Work to complete —
Look through the listing below, and wherever a line has the string "Dora", copy it.

Record extracts —

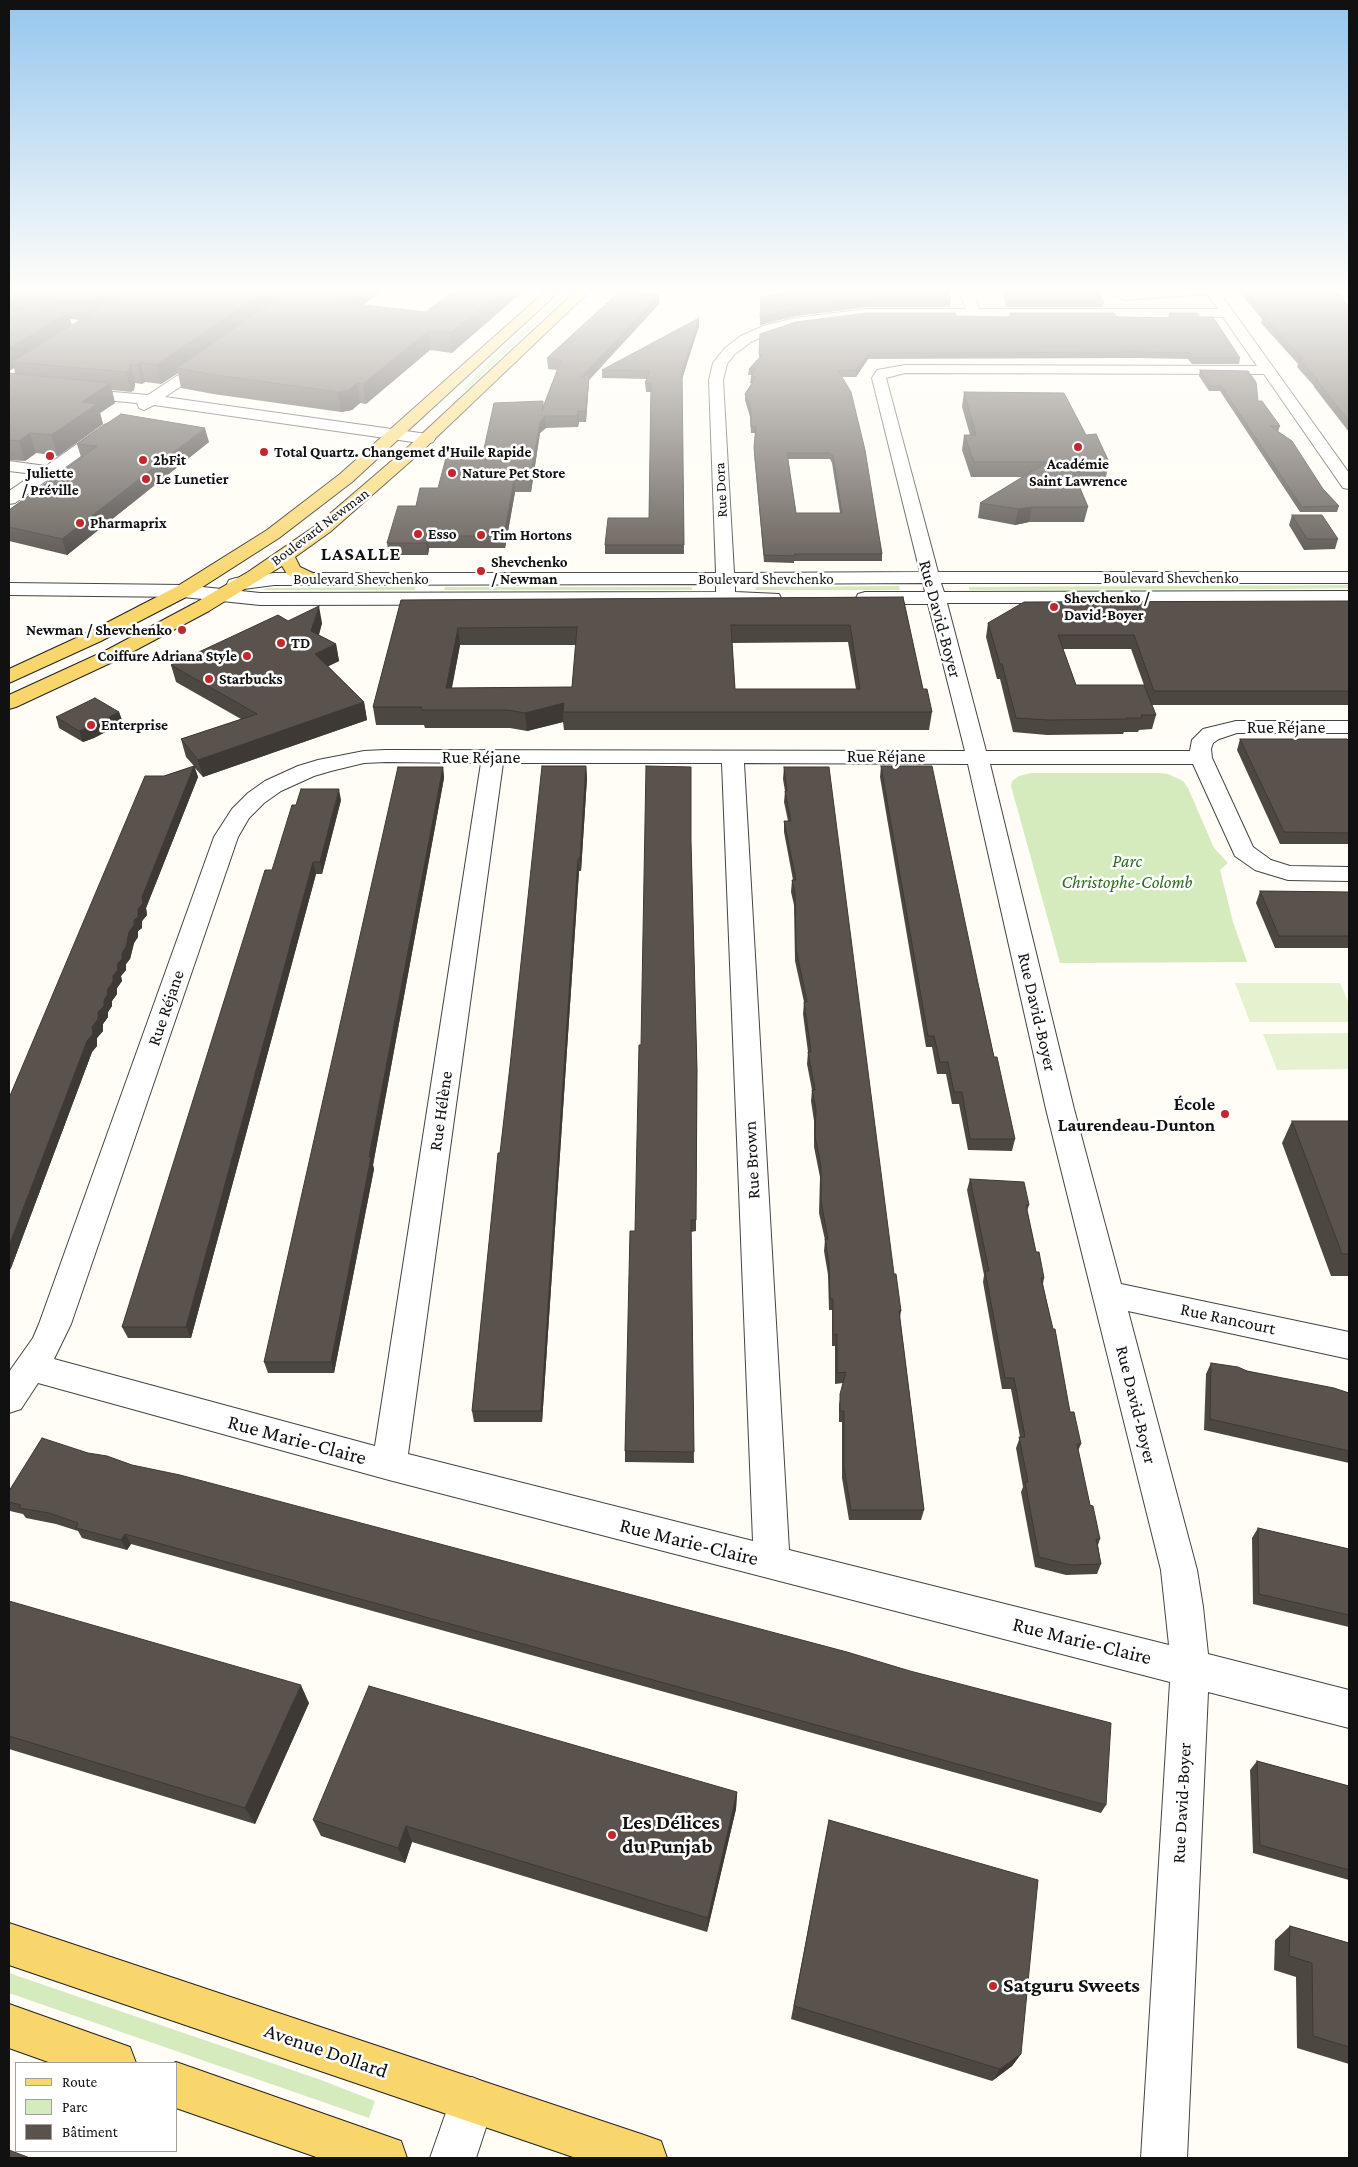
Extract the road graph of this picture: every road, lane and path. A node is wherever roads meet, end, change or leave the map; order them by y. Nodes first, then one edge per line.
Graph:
1 (74, 389) edge
2 (167, 389) edge
3 (444, 389) edge
4 (479, 389) edge
5 (716, 389) edge
6 (882, 389) edge
7 (1282, 389) edge
8 (151, 400) junction
9 (394, 434) junction
10 (427, 438) junction
11 (9, 466) edge
12 (49, 471) junction
13 (1348, 480) edge
14 (9, 499) edge
15 (285, 555) junction
16 (1349, 576) edge
17 (725, 579) junction
18 (310, 580) junction
19 (244, 583) junction
20 (932, 588) junction
21 (9, 589) edge
22 (183, 590) junction
23 (223, 595) junction
24 (1349, 597) edge
25 (726, 598) junction
26 (792, 598) edge
27 (845, 598) edge
28 (9, 677) edge
29 (9, 703) edge
30 (1349, 727) edge
31 (493, 757) junction
32 (733, 757) junction
33 (977, 758) junction
34 (1201, 758) junction
35 (1349, 874) edge
36 (1108, 1294) junction
37 (1349, 1345) edge
38 (31, 1367) junction
39 (9, 1399) edge
40 (389, 1466) junction
41 (772, 1564) junction
42 (1190, 1668) junction
43 (1349, 1709) edge
44 (9, 1944) edge
45 (9, 2026) edge
46 (111, 2062) edge
47 (178, 2086) edge
48 (472, 2100) junction
49 (384, 2158) edge
50 (453, 2158) edge
51 (644, 2158) edge
52 (1164, 2158) edge

1 - 8 street
2 - 8 street
3 - 9 main road, Boulevard Newman
4 - 10 main road, Boulevard Newman
5 - 17 street, Rue Dora
6 - 20 street, Rue David-Boyer
7 - 13 street
8 - 9 street
8 - 12 street
9 - 10 street
9 - 22 main road, Boulevard Newman
10 - 15 main road, Boulevard Newman
11 - 12 street
12 - 14 street
15 - 18 main road
15 - 19 main road, Boulevard Newman
16 - 20 street, Boulevard Shevchenko
17 - 18 street, Boulevard Shevchenko
17 - 20 street, Boulevard Shevchenko
17 - 25 street, Rue Dora
18 - 19 street, Boulevard Shevchenko
19 - 22 street, Boulevard Shevchenko
19 - 23 main road, Boulevard Newman
20 - 24 street, Boulevard Shevchenko
20 - 27 street, Boulevard Shevchenko
20 - 33 street, Rue David-Boyer
21 - 22 street, Boulevard Shevchenko
22 - 23 street, Boulevard Shevchenko
22 - 28 main road, Boulevard Newman
23 - 25 street, Boulevard Shevchenko
23 - 29 main road, Boulevard Newman
25 - 26 street, Boulevard Shevchenko
30 - 34 street, Rue Réjane
31 - 32 street, Rue Réjane
31 - 38 street, Rue Réjane
31 - 40 street, Rue Hélène
32 - 33 street, Rue Réjane
32 - 41 street, Rue Brown
33 - 34 street, Rue Réjane
33 - 36 street, Rue David-Boyer
34 - 35 street
36 - 37 street, Rue Rancourt
36 - 42 street, Rue David-Boyer
38 - 39 street, Rue Réjane
38 - 40 street, Rue Marie-Claire
40 - 41 street, Rue Marie-Claire
41 - 42 street, Rue Marie-Claire
42 - 43 street, Rue Marie-Claire
42 - 52 street, Rue David-Boyer
44 - 48 main road, Avenue Dollard
45 - 46 main road
47 - 49 main road
48 - 50 street
48 - 51 main road, Avenue Dollard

Response for this exercise —
5 - 17 street, Rue Dora
17 - 25 street, Rue Dora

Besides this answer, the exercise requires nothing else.